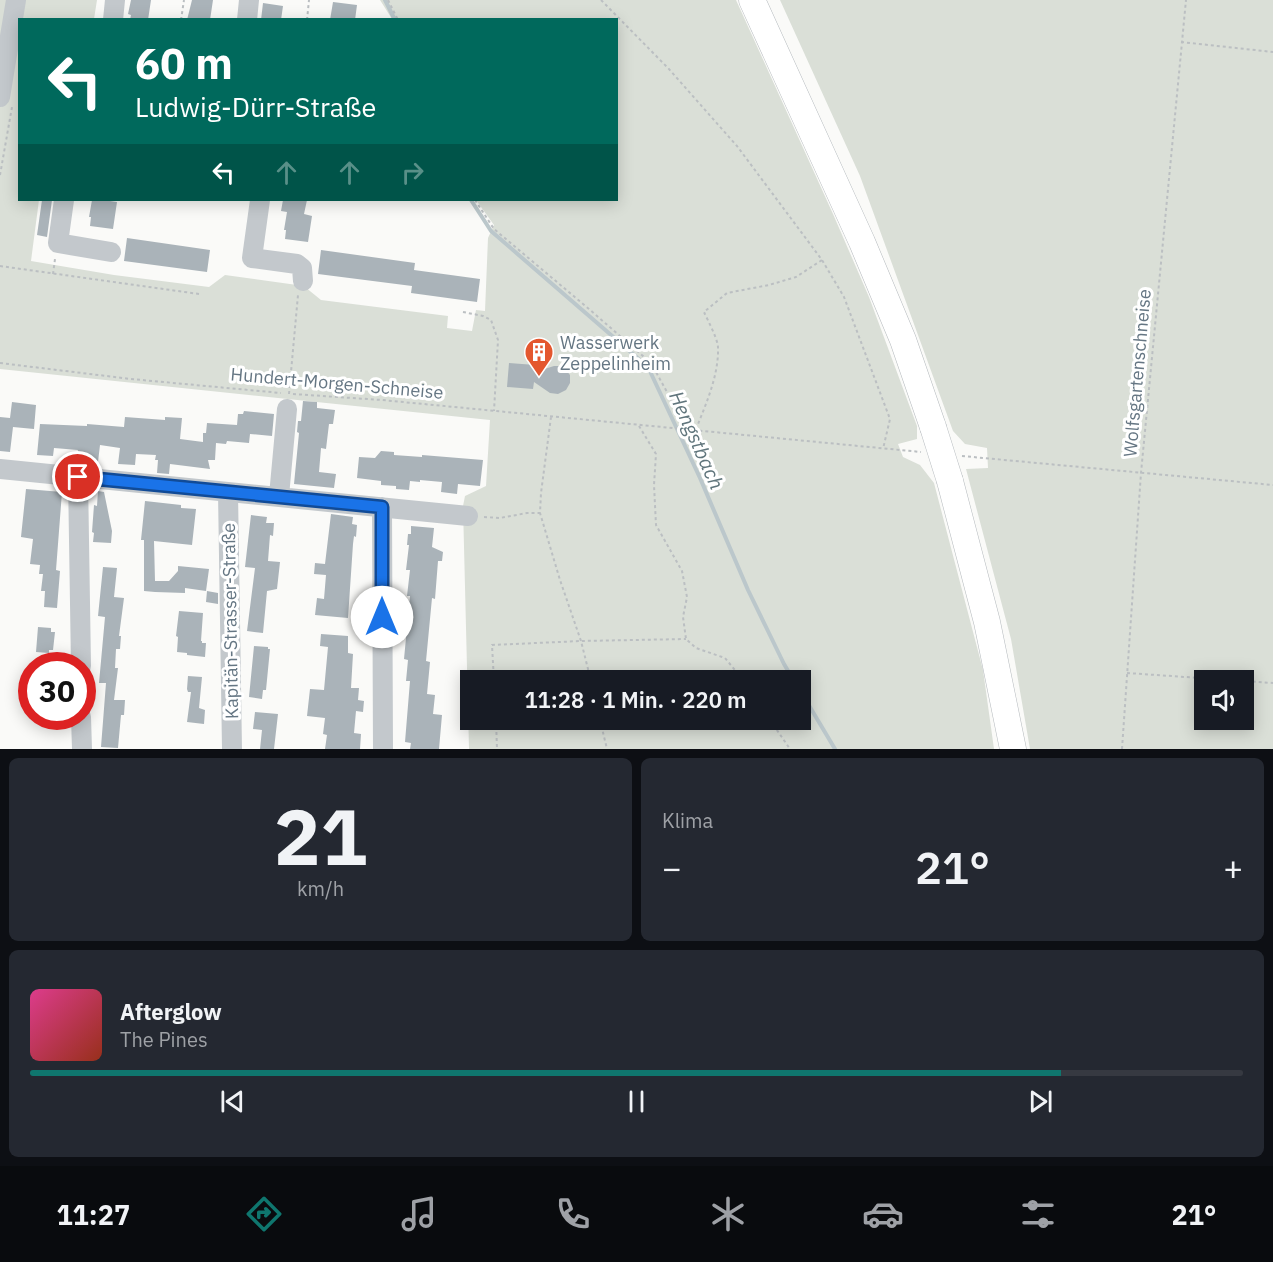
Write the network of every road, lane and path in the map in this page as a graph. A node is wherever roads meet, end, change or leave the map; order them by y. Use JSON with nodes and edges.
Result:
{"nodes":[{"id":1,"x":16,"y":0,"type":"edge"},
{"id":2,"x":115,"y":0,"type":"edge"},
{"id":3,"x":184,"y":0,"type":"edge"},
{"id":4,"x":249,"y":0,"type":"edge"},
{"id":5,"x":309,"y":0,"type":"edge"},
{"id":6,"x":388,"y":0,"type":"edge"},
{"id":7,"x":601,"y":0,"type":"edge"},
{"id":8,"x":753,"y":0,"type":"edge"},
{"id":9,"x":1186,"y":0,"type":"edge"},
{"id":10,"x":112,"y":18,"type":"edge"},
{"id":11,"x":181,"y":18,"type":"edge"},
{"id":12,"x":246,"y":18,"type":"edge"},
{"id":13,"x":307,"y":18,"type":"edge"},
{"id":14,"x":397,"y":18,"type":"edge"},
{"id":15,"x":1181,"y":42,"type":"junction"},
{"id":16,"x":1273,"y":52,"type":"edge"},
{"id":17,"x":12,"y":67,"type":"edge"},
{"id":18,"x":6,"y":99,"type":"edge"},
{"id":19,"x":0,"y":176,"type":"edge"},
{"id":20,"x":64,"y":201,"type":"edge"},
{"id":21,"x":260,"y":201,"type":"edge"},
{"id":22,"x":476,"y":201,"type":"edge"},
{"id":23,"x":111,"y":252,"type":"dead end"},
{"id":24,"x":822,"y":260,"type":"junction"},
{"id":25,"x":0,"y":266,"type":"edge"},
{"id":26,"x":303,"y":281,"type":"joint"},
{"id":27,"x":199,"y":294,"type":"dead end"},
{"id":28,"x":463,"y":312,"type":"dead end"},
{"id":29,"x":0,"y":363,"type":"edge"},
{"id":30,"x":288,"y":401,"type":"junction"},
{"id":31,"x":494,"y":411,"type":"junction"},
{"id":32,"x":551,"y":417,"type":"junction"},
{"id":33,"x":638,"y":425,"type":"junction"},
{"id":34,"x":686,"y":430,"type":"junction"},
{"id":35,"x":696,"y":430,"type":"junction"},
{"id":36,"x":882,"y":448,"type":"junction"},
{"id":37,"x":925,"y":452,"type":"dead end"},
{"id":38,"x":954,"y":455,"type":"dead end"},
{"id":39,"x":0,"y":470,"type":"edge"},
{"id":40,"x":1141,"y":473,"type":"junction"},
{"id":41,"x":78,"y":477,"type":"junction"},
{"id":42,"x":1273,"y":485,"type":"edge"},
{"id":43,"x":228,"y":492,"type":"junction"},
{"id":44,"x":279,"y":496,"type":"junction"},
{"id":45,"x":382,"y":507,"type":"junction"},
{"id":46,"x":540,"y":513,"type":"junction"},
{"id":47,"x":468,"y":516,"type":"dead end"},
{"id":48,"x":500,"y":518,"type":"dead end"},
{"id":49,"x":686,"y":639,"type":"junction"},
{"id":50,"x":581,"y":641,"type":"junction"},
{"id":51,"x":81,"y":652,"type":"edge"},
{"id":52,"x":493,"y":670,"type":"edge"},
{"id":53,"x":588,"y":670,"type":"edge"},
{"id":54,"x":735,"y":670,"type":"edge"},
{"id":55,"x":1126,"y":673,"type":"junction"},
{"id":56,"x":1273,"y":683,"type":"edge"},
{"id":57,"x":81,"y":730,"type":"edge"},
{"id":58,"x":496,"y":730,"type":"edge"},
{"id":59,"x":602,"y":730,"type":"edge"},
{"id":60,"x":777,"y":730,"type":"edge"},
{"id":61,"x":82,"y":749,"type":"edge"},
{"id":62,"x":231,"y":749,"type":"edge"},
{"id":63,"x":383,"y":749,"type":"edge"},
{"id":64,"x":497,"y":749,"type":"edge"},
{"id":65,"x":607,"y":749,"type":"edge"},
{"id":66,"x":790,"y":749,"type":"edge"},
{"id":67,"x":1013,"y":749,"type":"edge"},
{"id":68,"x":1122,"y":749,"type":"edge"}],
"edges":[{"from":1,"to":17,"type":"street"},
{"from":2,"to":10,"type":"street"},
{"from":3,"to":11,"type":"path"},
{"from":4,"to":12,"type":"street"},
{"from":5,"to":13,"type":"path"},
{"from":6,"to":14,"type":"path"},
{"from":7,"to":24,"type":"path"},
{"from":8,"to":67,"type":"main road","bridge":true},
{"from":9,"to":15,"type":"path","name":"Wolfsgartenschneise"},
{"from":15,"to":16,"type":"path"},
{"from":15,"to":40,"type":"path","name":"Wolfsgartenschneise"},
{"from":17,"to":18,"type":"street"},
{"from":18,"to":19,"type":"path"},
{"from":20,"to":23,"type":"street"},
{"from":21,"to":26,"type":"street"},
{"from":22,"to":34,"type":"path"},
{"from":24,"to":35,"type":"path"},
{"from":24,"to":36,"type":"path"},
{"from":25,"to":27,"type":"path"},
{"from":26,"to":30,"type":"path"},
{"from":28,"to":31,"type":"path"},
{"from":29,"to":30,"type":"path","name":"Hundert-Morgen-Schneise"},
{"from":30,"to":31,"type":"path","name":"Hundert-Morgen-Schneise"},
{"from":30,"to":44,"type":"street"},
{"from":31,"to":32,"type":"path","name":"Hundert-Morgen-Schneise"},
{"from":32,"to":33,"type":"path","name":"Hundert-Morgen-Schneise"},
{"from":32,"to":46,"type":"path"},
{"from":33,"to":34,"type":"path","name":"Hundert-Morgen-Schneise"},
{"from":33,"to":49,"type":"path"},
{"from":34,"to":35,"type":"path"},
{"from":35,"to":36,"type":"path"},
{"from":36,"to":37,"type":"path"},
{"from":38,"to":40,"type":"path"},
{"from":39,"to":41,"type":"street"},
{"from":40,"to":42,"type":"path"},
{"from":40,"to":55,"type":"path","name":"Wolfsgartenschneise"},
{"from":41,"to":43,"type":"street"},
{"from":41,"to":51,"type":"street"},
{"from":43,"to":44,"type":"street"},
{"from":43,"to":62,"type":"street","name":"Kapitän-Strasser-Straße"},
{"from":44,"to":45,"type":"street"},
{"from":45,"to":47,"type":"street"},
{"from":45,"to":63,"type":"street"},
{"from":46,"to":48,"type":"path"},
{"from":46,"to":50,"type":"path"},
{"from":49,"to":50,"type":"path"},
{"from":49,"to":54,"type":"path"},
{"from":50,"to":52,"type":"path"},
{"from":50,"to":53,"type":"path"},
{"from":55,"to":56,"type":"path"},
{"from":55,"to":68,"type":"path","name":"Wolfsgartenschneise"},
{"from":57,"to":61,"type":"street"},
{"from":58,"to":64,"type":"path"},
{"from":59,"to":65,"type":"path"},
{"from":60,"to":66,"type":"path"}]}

************

● **Work task**: Copy the material above word for word, images excluded.

● **Result**:
Write the network of every road, lane and path in the map in this page as a graph. A node is wherever roads meet, end, change or leave the map; order them by y. Use JSON with nodes and edges.
Result:
{"nodes":[{"id":1,"x":16,"y":0,"type":"edge"},
{"id":2,"x":115,"y":0,"type":"edge"},
{"id":3,"x":184,"y":0,"type":"edge"},
{"id":4,"x":249,"y":0,"type":"edge"},
{"id":5,"x":309,"y":0,"type":"edge"},
{"id":6,"x":388,"y":0,"type":"edge"},
{"id":7,"x":601,"y":0,"type":"edge"},
{"id":8,"x":753,"y":0,"type":"edge"},
{"id":9,"x":1186,"y":0,"type":"edge"},
{"id":10,"x":112,"y":18,"type":"edge"},
{"id":11,"x":181,"y":18,"type":"edge"},
{"id":12,"x":246,"y":18,"type":"edge"},
{"id":13,"x":307,"y":18,"type":"edge"},
{"id":14,"x":397,"y":18,"type":"edge"},
{"id":15,"x":1181,"y":42,"type":"junction"},
{"id":16,"x":1273,"y":52,"type":"edge"},
{"id":17,"x":12,"y":67,"type":"edge"},
{"id":18,"x":6,"y":99,"type":"edge"},
{"id":19,"x":0,"y":176,"type":"edge"},
{"id":20,"x":64,"y":201,"type":"edge"},
{"id":21,"x":260,"y":201,"type":"edge"},
{"id":22,"x":476,"y":201,"type":"edge"},
{"id":23,"x":111,"y":252,"type":"dead end"},
{"id":24,"x":822,"y":260,"type":"junction"},
{"id":25,"x":0,"y":266,"type":"edge"},
{"id":26,"x":303,"y":281,"type":"joint"},
{"id":27,"x":199,"y":294,"type":"dead end"},
{"id":28,"x":463,"y":312,"type":"dead end"},
{"id":29,"x":0,"y":363,"type":"edge"},
{"id":30,"x":288,"y":401,"type":"junction"},
{"id":31,"x":494,"y":411,"type":"junction"},
{"id":32,"x":551,"y":417,"type":"junction"},
{"id":33,"x":638,"y":425,"type":"junction"},
{"id":34,"x":686,"y":430,"type":"junction"},
{"id":35,"x":696,"y":430,"type":"junction"},
{"id":36,"x":882,"y":448,"type":"junction"},
{"id":37,"x":925,"y":452,"type":"dead end"},
{"id":38,"x":954,"y":455,"type":"dead end"},
{"id":39,"x":0,"y":470,"type":"edge"},
{"id":40,"x":1141,"y":473,"type":"junction"},
{"id":41,"x":78,"y":477,"type":"junction"},
{"id":42,"x":1273,"y":485,"type":"edge"},
{"id":43,"x":228,"y":492,"type":"junction"},
{"id":44,"x":279,"y":496,"type":"junction"},
{"id":45,"x":382,"y":507,"type":"junction"},
{"id":46,"x":540,"y":513,"type":"junction"},
{"id":47,"x":468,"y":516,"type":"dead end"},
{"id":48,"x":500,"y":518,"type":"dead end"},
{"id":49,"x":686,"y":639,"type":"junction"},
{"id":50,"x":581,"y":641,"type":"junction"},
{"id":51,"x":81,"y":652,"type":"edge"},
{"id":52,"x":493,"y":670,"type":"edge"},
{"id":53,"x":588,"y":670,"type":"edge"},
{"id":54,"x":735,"y":670,"type":"edge"},
{"id":55,"x":1126,"y":673,"type":"junction"},
{"id":56,"x":1273,"y":683,"type":"edge"},
{"id":57,"x":81,"y":730,"type":"edge"},
{"id":58,"x":496,"y":730,"type":"edge"},
{"id":59,"x":602,"y":730,"type":"edge"},
{"id":60,"x":777,"y":730,"type":"edge"},
{"id":61,"x":82,"y":749,"type":"edge"},
{"id":62,"x":231,"y":749,"type":"edge"},
{"id":63,"x":383,"y":749,"type":"edge"},
{"id":64,"x":497,"y":749,"type":"edge"},
{"id":65,"x":607,"y":749,"type":"edge"},
{"id":66,"x":790,"y":749,"type":"edge"},
{"id":67,"x":1013,"y":749,"type":"edge"},
{"id":68,"x":1122,"y":749,"type":"edge"}],
"edges":[{"from":1,"to":17,"type":"street"},
{"from":2,"to":10,"type":"street"},
{"from":3,"to":11,"type":"path"},
{"from":4,"to":12,"type":"street"},
{"from":5,"to":13,"type":"path"},
{"from":6,"to":14,"type":"path"},
{"from":7,"to":24,"type":"path"},
{"from":8,"to":67,"type":"main road","bridge":true},
{"from":9,"to":15,"type":"path","name":"Wolfsgartenschneise"},
{"from":15,"to":16,"type":"path"},
{"from":15,"to":40,"type":"path","name":"Wolfsgartenschneise"},
{"from":17,"to":18,"type":"street"},
{"from":18,"to":19,"type":"path"},
{"from":20,"to":23,"type":"street"},
{"from":21,"to":26,"type":"street"},
{"from":22,"to":34,"type":"path"},
{"from":24,"to":35,"type":"path"},
{"from":24,"to":36,"type":"path"},
{"from":25,"to":27,"type":"path"},
{"from":26,"to":30,"type":"path"},
{"from":28,"to":31,"type":"path"},
{"from":29,"to":30,"type":"path","name":"Hundert-Morgen-Schneise"},
{"from":30,"to":31,"type":"path","name":"Hundert-Morgen-Schneise"},
{"from":30,"to":44,"type":"street"},
{"from":31,"to":32,"type":"path","name":"Hundert-Morgen-Schneise"},
{"from":32,"to":33,"type":"path","name":"Hundert-Morgen-Schneise"},
{"from":32,"to":46,"type":"path"},
{"from":33,"to":34,"type":"path","name":"Hundert-Morgen-Schneise"},
{"from":33,"to":49,"type":"path"},
{"from":34,"to":35,"type":"path"},
{"from":35,"to":36,"type":"path"},
{"from":36,"to":37,"type":"path"},
{"from":38,"to":40,"type":"path"},
{"from":39,"to":41,"type":"street"},
{"from":40,"to":42,"type":"path"},
{"from":40,"to":55,"type":"path","name":"Wolfsgartenschneise"},
{"from":41,"to":43,"type":"street"},
{"from":41,"to":51,"type":"street"},
{"from":43,"to":44,"type":"street"},
{"from":43,"to":62,"type":"street","name":"Kapitän-Strasser-Straße"},
{"from":44,"to":45,"type":"street"},
{"from":45,"to":47,"type":"street"},
{"from":45,"to":63,"type":"street"},
{"from":46,"to":48,"type":"path"},
{"from":46,"to":50,"type":"path"},
{"from":49,"to":50,"type":"path"},
{"from":49,"to":54,"type":"path"},
{"from":50,"to":52,"type":"path"},
{"from":50,"to":53,"type":"path"},
{"from":55,"to":56,"type":"path"},
{"from":55,"to":68,"type":"path","name":"Wolfsgartenschneise"},
{"from":57,"to":61,"type":"street"},
{"from":58,"to":64,"type":"path"},
{"from":59,"to":65,"type":"path"},
{"from":60,"to":66,"type":"path"}]}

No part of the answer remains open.